A study of five million distant solar systems, with the help of “neural network” algorithms, has discovered 60 stars that appear to be surrounded by giant alien power plants.
According to astronomers, seven of the stars, so-called M dwarf stars, which range between 60 and 8 percent the size of our Sun, were recorded as emitting unexpectedly high infrared “heat signatures.”
The natural and better understood “phenomena” of outer space, as they report in their new study, “cannot easily explain the observed excess infrared emission.”
Since theoretical physicist Freeman Dyson first proposed the idea at Princeton in 1960, astrophysicists have speculated that advanced aliens could have built enormous solar energy collectors around a star or more.
As they propelled their ET civilizations on space travel, these hypothetical ‘Dyson spheres’ would be revealed to radiate more heat than usual, the physicist argued.
A study of five million distant solar systems, with the help of “neural networks”, has discovered 60 stars that appear to be surrounded by giant alien power plants. According to physicists, these “Dyson spheres” that collect solar energy would reveal themselves to radiate more heat than usual.
Astrophysicists and planetary scientists call “Dyson spheres” and other similar concepts “technosignatures,” or simply signs of technology in the universe.
Technological signatures can range from these incredible feats of engineering to more humbling signs, such as technologically generated pollution, including nitrogen dioxide from combustion exhaust gases or chlorofluorocarbons (CFCs) that once threatened the ozone layer. from Earth years ago, both detectable by telescopes light years away.
Two teams of astronomers, led by Matías Suazo of Uppsala University in Sweden and Gaby Contardo of the International School for Advanced Studies in Italy, carried out the latest search for telltale infrared data that could reveal a distant “Dyson sphere.”
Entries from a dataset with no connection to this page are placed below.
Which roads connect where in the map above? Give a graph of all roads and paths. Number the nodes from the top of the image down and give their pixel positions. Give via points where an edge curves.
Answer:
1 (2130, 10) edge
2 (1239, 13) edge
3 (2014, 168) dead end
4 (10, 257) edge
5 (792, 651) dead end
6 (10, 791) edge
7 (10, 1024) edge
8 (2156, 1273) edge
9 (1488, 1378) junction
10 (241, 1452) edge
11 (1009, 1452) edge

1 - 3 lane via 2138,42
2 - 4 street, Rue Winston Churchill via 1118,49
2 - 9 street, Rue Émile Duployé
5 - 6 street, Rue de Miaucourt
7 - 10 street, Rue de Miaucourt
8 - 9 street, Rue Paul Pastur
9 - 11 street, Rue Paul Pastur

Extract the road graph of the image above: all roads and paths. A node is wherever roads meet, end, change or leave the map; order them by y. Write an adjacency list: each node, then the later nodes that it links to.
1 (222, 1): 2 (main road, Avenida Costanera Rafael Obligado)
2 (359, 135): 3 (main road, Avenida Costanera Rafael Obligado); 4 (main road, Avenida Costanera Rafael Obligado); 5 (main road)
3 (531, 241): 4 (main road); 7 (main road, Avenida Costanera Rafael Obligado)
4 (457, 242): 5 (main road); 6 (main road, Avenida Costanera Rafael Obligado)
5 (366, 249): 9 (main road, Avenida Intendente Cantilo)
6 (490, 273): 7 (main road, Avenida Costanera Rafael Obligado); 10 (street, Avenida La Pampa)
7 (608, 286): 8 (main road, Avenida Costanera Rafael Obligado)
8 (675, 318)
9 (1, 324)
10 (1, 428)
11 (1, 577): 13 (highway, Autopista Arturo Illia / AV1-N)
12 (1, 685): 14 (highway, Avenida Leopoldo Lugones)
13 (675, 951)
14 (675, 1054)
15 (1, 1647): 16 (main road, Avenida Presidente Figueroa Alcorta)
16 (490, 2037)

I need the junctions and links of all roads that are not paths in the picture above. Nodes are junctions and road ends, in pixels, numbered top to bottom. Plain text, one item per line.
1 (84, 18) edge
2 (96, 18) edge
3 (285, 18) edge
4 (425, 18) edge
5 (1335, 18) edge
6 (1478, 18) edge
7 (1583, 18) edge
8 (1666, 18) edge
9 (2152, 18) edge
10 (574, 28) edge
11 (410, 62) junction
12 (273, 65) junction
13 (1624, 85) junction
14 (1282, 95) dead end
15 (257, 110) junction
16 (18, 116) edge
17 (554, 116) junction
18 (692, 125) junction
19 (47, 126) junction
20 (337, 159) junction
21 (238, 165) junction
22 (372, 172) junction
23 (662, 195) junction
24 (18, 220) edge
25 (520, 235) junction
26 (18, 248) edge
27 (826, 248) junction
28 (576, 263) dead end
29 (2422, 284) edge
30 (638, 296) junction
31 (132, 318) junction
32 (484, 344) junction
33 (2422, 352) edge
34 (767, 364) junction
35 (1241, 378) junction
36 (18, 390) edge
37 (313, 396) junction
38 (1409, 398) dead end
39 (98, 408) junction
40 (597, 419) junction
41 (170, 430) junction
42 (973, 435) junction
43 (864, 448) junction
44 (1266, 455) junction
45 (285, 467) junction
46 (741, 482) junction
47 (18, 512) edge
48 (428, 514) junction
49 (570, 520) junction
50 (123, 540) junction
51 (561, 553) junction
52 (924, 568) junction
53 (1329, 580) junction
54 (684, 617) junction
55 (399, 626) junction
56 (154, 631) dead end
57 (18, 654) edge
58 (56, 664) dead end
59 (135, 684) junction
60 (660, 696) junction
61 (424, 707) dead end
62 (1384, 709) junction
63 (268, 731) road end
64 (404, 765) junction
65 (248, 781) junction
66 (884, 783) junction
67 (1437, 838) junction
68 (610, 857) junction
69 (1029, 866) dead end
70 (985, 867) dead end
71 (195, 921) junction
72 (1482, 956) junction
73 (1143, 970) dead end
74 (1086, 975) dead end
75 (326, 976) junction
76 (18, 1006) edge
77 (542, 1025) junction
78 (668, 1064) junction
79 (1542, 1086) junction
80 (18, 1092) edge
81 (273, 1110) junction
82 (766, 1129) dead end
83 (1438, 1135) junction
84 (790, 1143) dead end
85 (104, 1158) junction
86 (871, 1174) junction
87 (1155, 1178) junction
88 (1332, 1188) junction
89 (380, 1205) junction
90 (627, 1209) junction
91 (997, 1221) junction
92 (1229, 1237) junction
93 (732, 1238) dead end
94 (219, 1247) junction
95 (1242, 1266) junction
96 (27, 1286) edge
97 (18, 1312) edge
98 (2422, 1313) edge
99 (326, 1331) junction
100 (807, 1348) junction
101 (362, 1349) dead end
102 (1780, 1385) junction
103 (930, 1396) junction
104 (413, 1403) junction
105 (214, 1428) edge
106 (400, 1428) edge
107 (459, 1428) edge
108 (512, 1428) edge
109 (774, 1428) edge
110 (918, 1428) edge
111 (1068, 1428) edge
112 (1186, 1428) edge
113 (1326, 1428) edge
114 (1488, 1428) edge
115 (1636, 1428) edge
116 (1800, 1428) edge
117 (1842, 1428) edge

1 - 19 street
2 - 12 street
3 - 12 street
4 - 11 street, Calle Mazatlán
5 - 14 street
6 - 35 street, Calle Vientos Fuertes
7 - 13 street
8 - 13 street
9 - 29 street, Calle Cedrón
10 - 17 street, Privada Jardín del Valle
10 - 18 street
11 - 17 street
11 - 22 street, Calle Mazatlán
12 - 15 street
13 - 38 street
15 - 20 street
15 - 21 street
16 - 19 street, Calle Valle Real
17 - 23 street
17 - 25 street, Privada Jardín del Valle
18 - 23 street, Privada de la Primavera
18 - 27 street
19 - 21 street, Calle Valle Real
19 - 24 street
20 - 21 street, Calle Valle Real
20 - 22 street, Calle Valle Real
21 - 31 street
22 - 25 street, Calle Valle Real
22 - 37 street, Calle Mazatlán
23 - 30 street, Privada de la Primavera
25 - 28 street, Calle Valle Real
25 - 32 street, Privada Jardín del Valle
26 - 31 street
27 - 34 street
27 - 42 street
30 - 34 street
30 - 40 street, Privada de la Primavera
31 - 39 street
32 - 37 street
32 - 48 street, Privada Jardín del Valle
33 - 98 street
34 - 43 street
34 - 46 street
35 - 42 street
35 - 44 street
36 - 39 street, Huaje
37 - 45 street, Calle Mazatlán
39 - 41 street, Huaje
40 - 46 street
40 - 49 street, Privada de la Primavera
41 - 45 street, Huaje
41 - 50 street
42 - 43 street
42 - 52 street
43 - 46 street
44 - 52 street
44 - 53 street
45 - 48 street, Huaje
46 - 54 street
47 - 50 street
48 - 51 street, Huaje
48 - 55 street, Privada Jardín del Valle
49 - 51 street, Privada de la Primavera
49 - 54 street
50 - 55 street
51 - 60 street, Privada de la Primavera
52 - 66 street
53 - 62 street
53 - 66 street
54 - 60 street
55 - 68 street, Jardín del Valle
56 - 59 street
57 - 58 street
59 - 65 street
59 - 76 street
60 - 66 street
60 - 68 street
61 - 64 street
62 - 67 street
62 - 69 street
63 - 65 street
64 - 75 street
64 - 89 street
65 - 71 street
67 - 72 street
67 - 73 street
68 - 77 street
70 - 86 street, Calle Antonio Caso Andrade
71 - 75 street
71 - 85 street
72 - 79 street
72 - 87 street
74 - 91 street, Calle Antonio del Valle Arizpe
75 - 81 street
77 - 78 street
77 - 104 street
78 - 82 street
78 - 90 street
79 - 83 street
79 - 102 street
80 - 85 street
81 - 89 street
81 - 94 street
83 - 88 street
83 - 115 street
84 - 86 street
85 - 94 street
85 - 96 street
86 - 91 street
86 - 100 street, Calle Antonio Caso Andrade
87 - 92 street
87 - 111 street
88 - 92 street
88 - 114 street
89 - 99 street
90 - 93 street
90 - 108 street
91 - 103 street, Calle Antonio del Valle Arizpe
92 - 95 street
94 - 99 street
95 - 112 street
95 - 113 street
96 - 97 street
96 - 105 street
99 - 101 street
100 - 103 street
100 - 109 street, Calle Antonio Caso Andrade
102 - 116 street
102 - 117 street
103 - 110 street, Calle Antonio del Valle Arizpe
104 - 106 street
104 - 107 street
The researchers merged data from the European Space Agency’s Gaia satellite, the Wide-field Infrared Survey Explorer (WISE) space telescope, and the MASS2 ground-based infrared telescope.
While there may be other explanations for the excess infrared signatures they found, Suazo noted, “The most fascinating explanation might be actual Dyson spheres.”
In their search for the ‘Dyson spheres’, the researchers combined data from the European Space Agency’s Gaia satellite, the Wide-field Infrared Survey Explorer space telescope and the Survey MASS2 ground-based infrared telescope. Above, stars that could have ET power plants
Suazo’s group in Sweden determined that seven red M dwarf stars, each no more than 900 light years from Earth, appeared to be producing up to 60 times more infrared heat than would be expected based on their size.
For each red dwarf star, they calculated how much radiation would have to be blocked by some possible energy harvesting technology to produce the measured ratio of infrared heat versus visible light.
The values ranged from 3 to 16 percent coverage for the seven unusual stars they identified.
“This is not like a single solid shell around the star,” as a member of Suazo’s team, astrophysicist Jason Wright of Pennsylvania State University, said. new scientist.
In other words, if these stars proved to be surrounded by alien power plants, they would likely be a variant of the all-encompassing Dyson sphere, called a “Dyson swarm.”
Such a swarm could appear in the form of large fleet of satellites, which would orbit these stars as a means of collecting energy.
“Additional analyzes are definitely necessary to reveal the true nature of these sources,” the team wrote in their study, published this month in the journal Monthly Notices of the Royal Astronomical Society.
If the stars are proven to be surrounded by alien power plants, the researchers said, they would likely be a variant of the all-encompassing Dyson sphere, called the ‘Dyson swarm’ (illustrated above).
A Dyson swarm could come in the form of a large fleet of satellites orbiting these stars as a means of harvesting energy, and would only partially cover the star (as illustrated above), unlike the large shell of the classic and original Dyson sphere. concept
The findings from Contardo’s group in Italy were broader, using a different machine learning computer model to look for infrared “technosignatures” of spheres, partial spheres, or Dyson swarms.
They identified 53 candidates, including strange infrared heat around some larger Sun-like stars, in a range that extended beyond Suazo’s team’s candidate stars: up to 6,500 light years from Earth.
“Some of these objects appear to be young stars,” Contardo’s group acknowledged in your study; Young stars are likely to project infrared as they heat clouds of debris and not yet fully formed planets in their equally young solar system.
While Contardo said both his group’s stars and the group’s candidates were “interesting,” he admitted that astronomers and other scientists “will need follow-up observations to confirm anything.”
Suazo’s group suggested that optical spectroscopy would be a useful next step, a technique that has separated older, more interesting stars from those younger stars surrounded by debris and “protoplanets” in the past.